Become a software developer and when your boss mentions Google Analytics, ask why it's a good idea to let your competition know what your customers are looking for.

@askans @neilalexander

And... a case study specifically about Google Analytics, and how it costs companies money by requiring them to spend extra in advertising in order to keep customer that they've already attracted...

r.je/google-analytics-costing-

@neilalexander my favorite is the scroll wheel somehow not registering on some sites for seemingly no reason, even though the fricking scroll bar works fine, I cannot think of any reason this would be but it still happens

@marrub This happens on the new Reddit for me quite frequently. No reason for it at all.

And don't get me started on websites that try to implement their own smooth scrolling in JavaScript. I have a special soapbox for that one.

@neilalexander I guarantee you most JS is spying on you, no place for "probably". spying is a not secret at all #business plan for the most sites we visit and get used by.
#privacy #bigData #cloud #spy

@neilalexander apart from the Back button, simple links are increasingly replaced by JS enabled "link-buttons" that browsers don't understand, can't bookmark, can't put in the history, can't open in a new tab if needed, etc. Scrolling is often broken too (pagination with <space>, going to the top with <home>), being replaced by custom JS enabled solution working half of the time.

@neilalexander I work in a little local radio station on the weekend and the most valuable thing I have ever or will ever do for them is put adblock on all their computers

@neilalexander The back button doesnt work properly on a lot of sites because gluttonous management teams think if you cant go back, you'll just stay with us.

@neilalexander As someone who builds web apps, this is often the case. My blog is just static HTML, because like, why do care if I can use the in-browser loading mechanics? Many pages shoe-horn in JS with little value.

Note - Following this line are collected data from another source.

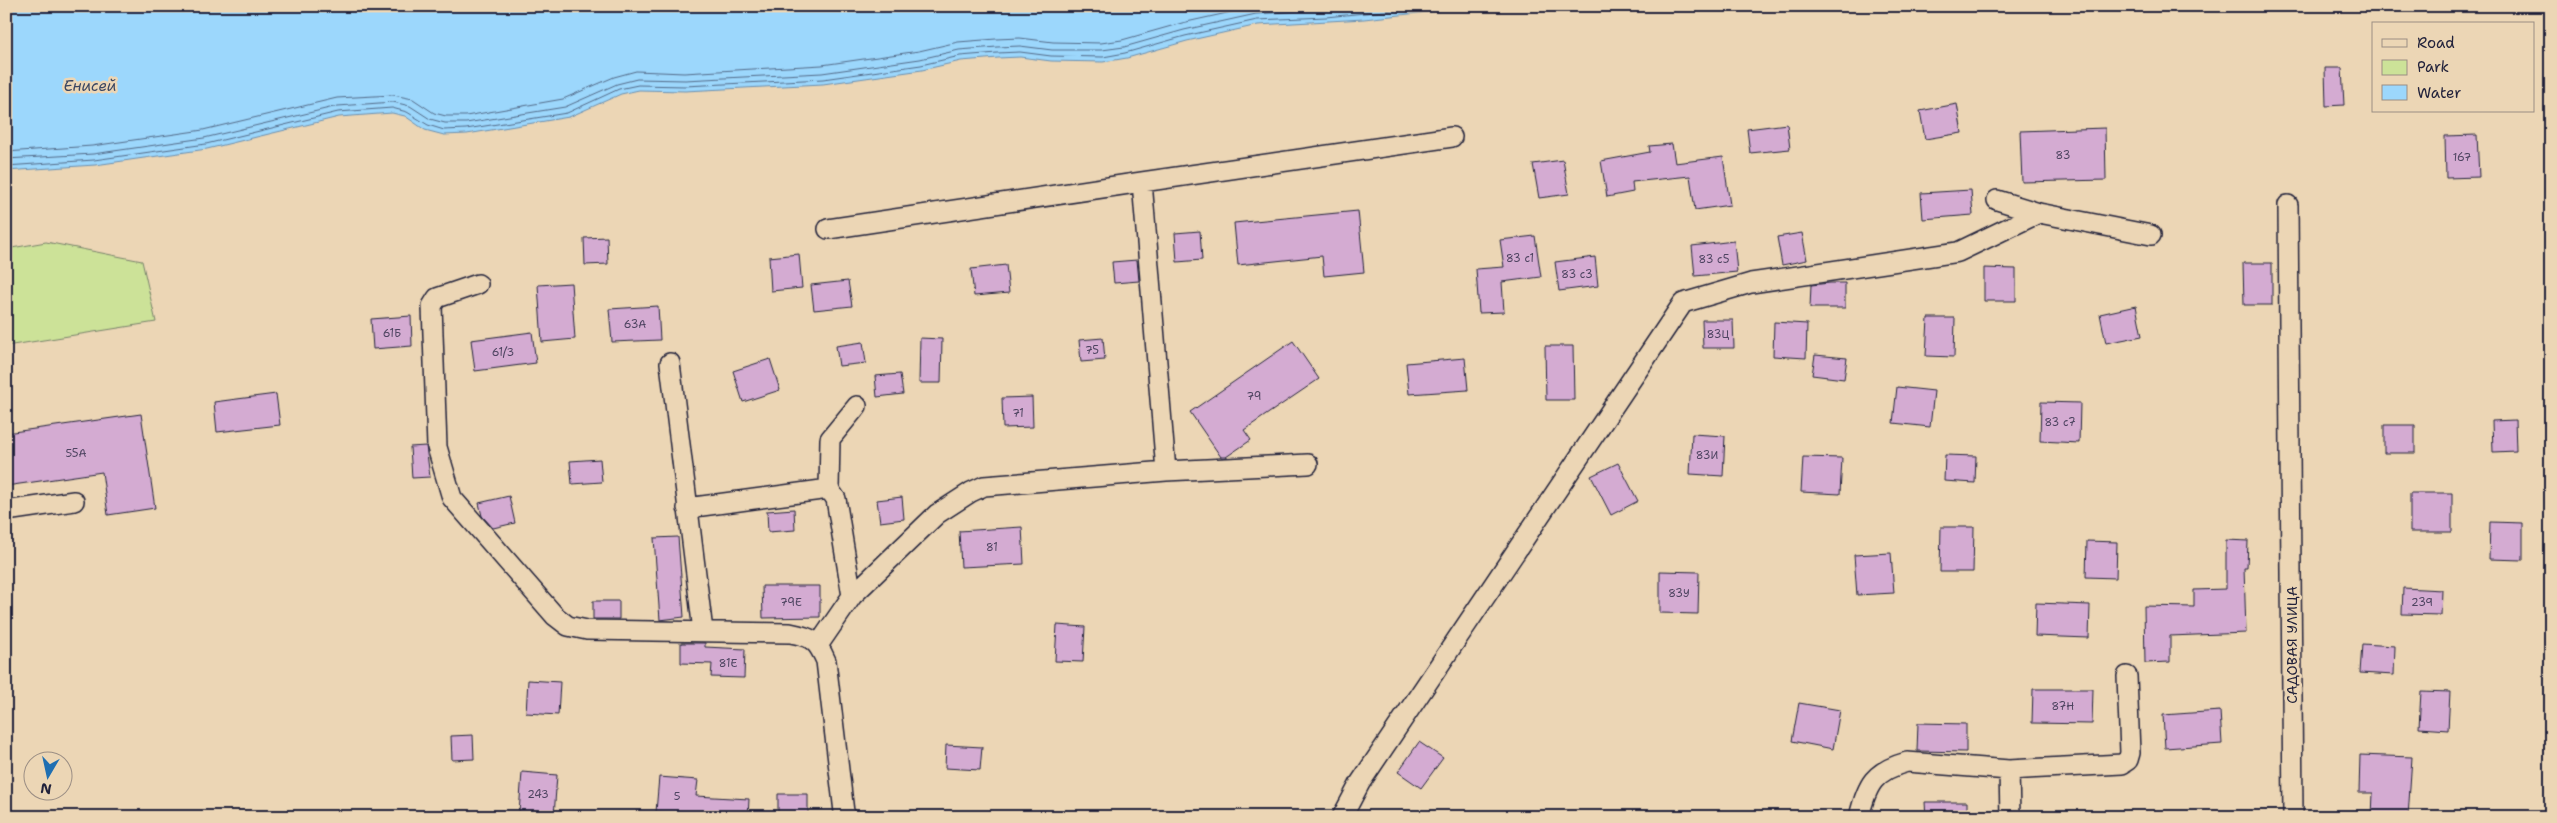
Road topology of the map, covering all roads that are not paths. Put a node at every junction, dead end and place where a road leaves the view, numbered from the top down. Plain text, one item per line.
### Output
1 (1452, 137) dead end
2 (1142, 182) junction
3 (1998, 200) dead end
4 (2288, 205) dead end
5 (2039, 212) junction
6 (828, 229) dead end
7 (2151, 235) dead end
8 (478, 284) dead end
9 (670, 363) dead end
10 (857, 406) dead end
11 (1308, 464) dead end
12 (1166, 471) junction
13 (829, 489) junction
14 (74, 501) dead end
15 (687, 508) junction
16 (6, 511) edge
17 (852, 596) junction
18 (703, 632) junction
19 (819, 644) junction
20 (2126, 676) dead end
21 (2009, 770) junction
22 (847, 817) edge
23 (1342, 817) edge
24 (1859, 817) edge
25 (2010, 817) edge
26 (2293, 817) edge

1 - 2 street
2 - 6 street
2 - 12 street
3 - 5 street
4 - 26 street, САДОВАЯ УЛИЦА
5 - 7 street
5 - 23 street
8 - 18 street
9 - 15 street
10 - 13 street
11 - 12 street
12 - 17 street
13 - 15 street
13 - 17 street
14 - 16 street
15 - 18 street
17 - 19 street
18 - 19 street
19 - 22 street
20 - 21 street
21 - 24 street
21 - 25 street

@neilalexander That said, web apps are great, especially for portability -- and after some permissions (which thankfully involve native accept buttons), you can get a good experience everywhere. The web has much more sandboxed permissions too -- native apps can access the filesystem at will, etc. Sometimes I wish I had the same level AdBlock natively (I do use a hosts blocker) knowing how many apps send tracking without the ability to opt out.